I should have quietly stolen away. But what man can maintain his mind when he has seen his hero like this? I watched, I watched for longer than I can remember, until I forgot the glass in my hand and it slipped out and shattered on the floor. The sound stopped them, and I threw the door open and I had the pistol pointed at them and I yelled drunken gibberish.

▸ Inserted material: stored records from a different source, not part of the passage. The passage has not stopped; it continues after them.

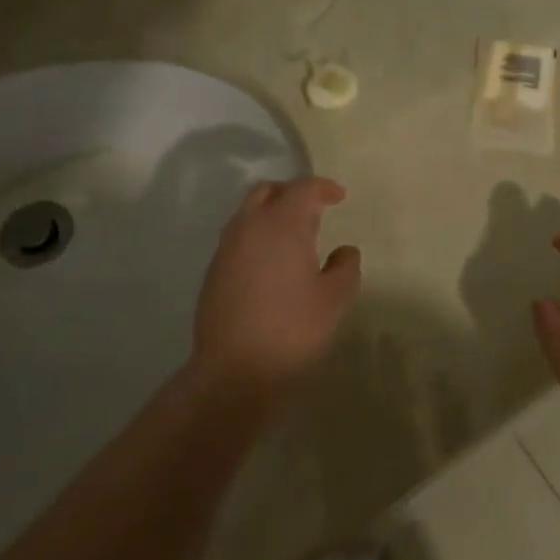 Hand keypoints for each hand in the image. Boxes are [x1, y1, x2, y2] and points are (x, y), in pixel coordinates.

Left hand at [192, 178, 361, 405]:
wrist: (234, 371)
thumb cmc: (292, 330)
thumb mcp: (334, 300)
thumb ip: (345, 268)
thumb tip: (345, 251)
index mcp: (282, 225)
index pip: (304, 189)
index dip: (324, 188)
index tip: (339, 196)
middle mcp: (250, 226)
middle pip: (269, 191)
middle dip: (293, 193)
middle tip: (314, 208)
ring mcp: (227, 248)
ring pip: (248, 212)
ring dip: (271, 212)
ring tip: (293, 234)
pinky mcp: (213, 271)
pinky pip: (238, 237)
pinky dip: (257, 235)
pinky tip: (270, 261) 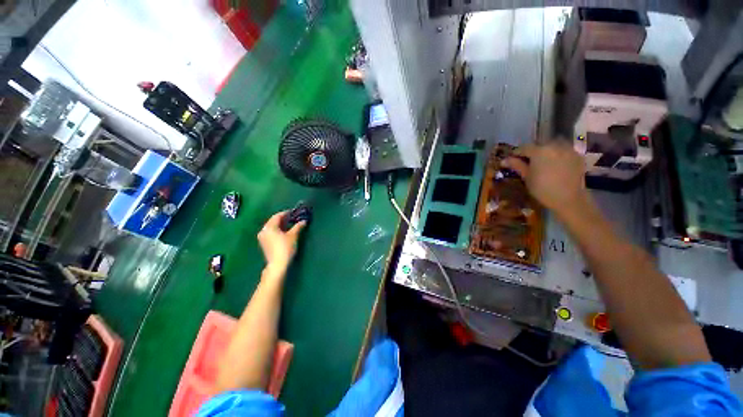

The Führer, famous for his speeches, was for the first time lost for words. Eva, or perhaps Evan, looked at me with stiff contempt, but the Führer, a man I trusted with my life and the life of every German, was kneeling before me, trembling and pale. He smacked his red lips, but no words came.
I lowered the pistol and searched for the words. “I thought you were mine, Führer.”
“Wilhelm, I—I still am. Truly. But the German people, they would never—it had to be a woman.” He slowly stood, then softly stroked my cheek. “You are too rugged, too handsome. You are mien übermensch.”
He turned away and opened his desk. Inside were two large, golden hooked crosses. Each of the four ends was a massive phallus. “Remember these? Take them, take them and flee Berlin, before—before it all ends.”
I looked into his eyes, and I saw that his love still lived, but I could not speak.
The months that came after are a blur in my memory. I used every coin I had to escape, and one of the gold crosses—melted down—to buy my new life in Buenos Aires. The other one, well, I suppose it is for you to decide.